Enzyklopädie von Tlön
“If our foresight is not mistaken, a hundred years from now someone will discover the hundred volumes of the ‘Second Encyclopaedia of Tlön’”, Jorge Luis Borges wrote 1941 in the epilogue to his tale “Tlön, Uqbar, Orbis Tertius”. More than 50 years later his text was a source of inspiration for a project that Peter Malutzki and Ines von Ketelhodt undertook as the attempt to reconstruct the “Second Encyclopaedia of Tlön”. Within ten years (1997– 2006) they have published fifty volumes.

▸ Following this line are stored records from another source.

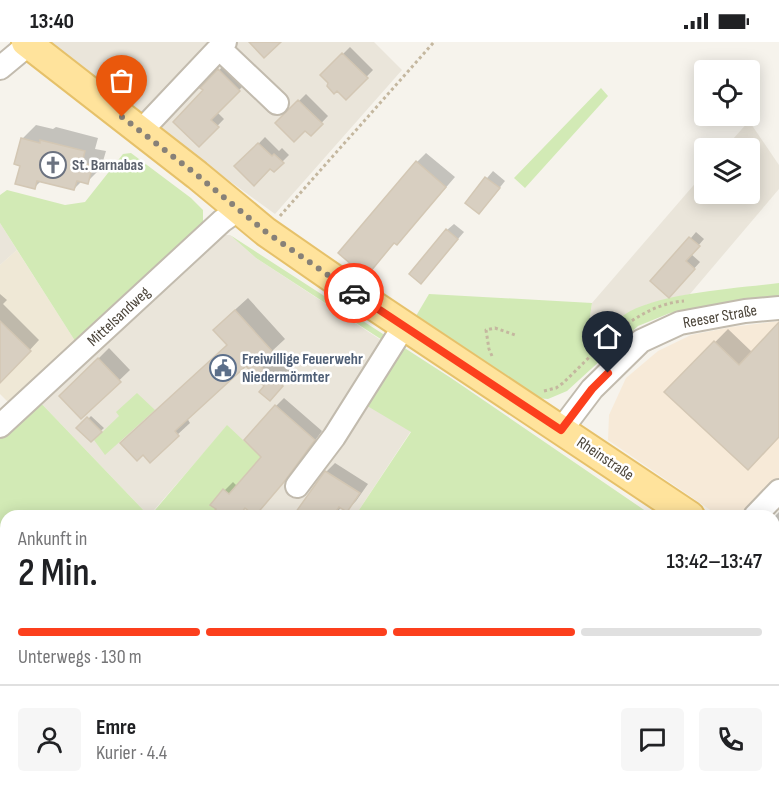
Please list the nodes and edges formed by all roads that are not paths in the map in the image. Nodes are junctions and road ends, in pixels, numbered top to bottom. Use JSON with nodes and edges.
{"nodes":[{"id":1,"x":27,"y":43,"type":"edge"},
{"id":2,"x":222,"y":45,"type":"edge"},
{"id":3,"x":0,"y":68,"type":"edge"},
{"id":4,"x":277,"y":103,"type":"dead end"},
{"id":5,"x":141,"y":131,"type":"junction"},
{"id":6,"x":238,"y":209,"type":"junction"},
{"id":7,"x":779,"y":308,"type":"edge"},
{"id":8,"x":404,"y":326,"type":"junction"},
{"id":9,"x":0,"y":426,"type":"edge"},
{"id":10,"x":561,"y":430,"type":"junction"},
{"id":11,"x":297,"y":486,"type":"dead end"},
{"id":12,"x":779,"y":491,"type":"edge"},
{"id":13,"x":681,"y":510,"type":"edge"},
{"id":14,"x":761,"y":510,"type":"edge"}],
"edges":[{"from":1,"to":3,"type":"street"},
{"from":1,"to":5,"type":"main road","name":"Rheinstraße"},
{"from":2,"to":4,"type":"street"},
{"from":2,"to":5,"type":"street"},
{"from":5,"to":6,"type":"main road","name":"Rheinstraße"},
{"from":6,"to":8,"type":"main road","name":"Rheinstraße"},
{"from":6,"to":9,"type":"street","name":"Mittelsandweg"},
{"from":7,"to":10,"type":"street","name":"Reeser Straße"},
{"from":8,"to":10,"type":"main road","name":"Rheinstraße"},
{"from":8,"to":11,"type":"street"},
{"from":10,"to":13,"type":"main road","name":"Rheinstraße"},
{"from":12,"to":14,"type":"street"}]}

The fifty volumes are published in an edition of forty numbered and signed copies. They all have a unified format of 12,5 by 20 cm, (8” x 5”), are handbound and usually thread-stitched. The spine thickness varies according to the bulk of the volume. The entire block of all fifty volumes has a length of ca. 63 cm. (ca. 25”.) The covers are of various materials (cloth, paper; printed or unprinted), but all within a range of light to dark gray. One has a leather binding. Each volume carries a spine label, printed with the first four letters of its keyword (providing the keyword is longer than four letters).
A fully illustrated volume of over 250 pages, describing the history and production of the project in great detail, with color illustrations throughout, comes gratis with the purchase of the 50-volume Encyclopedia.
The price is U.S. $16,000.00. Terms can be arranged. Email to inquire about purchase, hellerbkdc@aol.com.
Introduction from Malutzki and von Ketelhodt
Because our system of order was the alphabet, we of course wanted all letters to be represented in the end.
We did realize that we could only do justice to our presumptuous ambition of packing the whole world into fifty volumes in details and fragments; but we hoped the found shards would give a notion of the whole structure. Borges’ story, to which we owed the encyclopedia’s title, played an important role as a source of inspiration, but we could present the idealistic world of Tlön only mirrored on our own world. Already in the first volumes quotes from Borges’ had sporadically flowed in. But only after some years did we realize that, in the meantime, a substantial part of the Tlön-text, distributed over the various volumes, had found its way into the encyclopedia, and we then decided to gradually incorporate the complete text in the encyclopedia; like a red thread, so to speak, that winds its way through the project in intricate paths. Because we had used, besides a German translation, also the Spanish original as well as an English and a French translation right from the beginning, the text in the encyclopedia is now multi-lingual, many-voiced, in part not recognizable at first sight (e.g. on the black endpaper of the ZEIT volume). Just as Borges’ text had written itself into the project almost on its own, and at the beginning not even intended by us, so the project has also influenced and changed its makers. Our life circumstances and locations, our travels (real and fictitious) are all reflected in the project: people and books that influenced us. During the work on the project we have tried to be exhaustive, complex, all-encompassing, encyclopedic; all within our means. Now, after ten years, the fifty completed volumes lie before us, and we see they are actually only a tiny part of a huge ice-berg that is really a book-berg. Most of it we cannot see because it is below the (water) surface, but we are aware of its existence. We see the project connected to a multitude of other books and are happy that, by the incorporation into public collections, it is now literally close to an enormous number of other books.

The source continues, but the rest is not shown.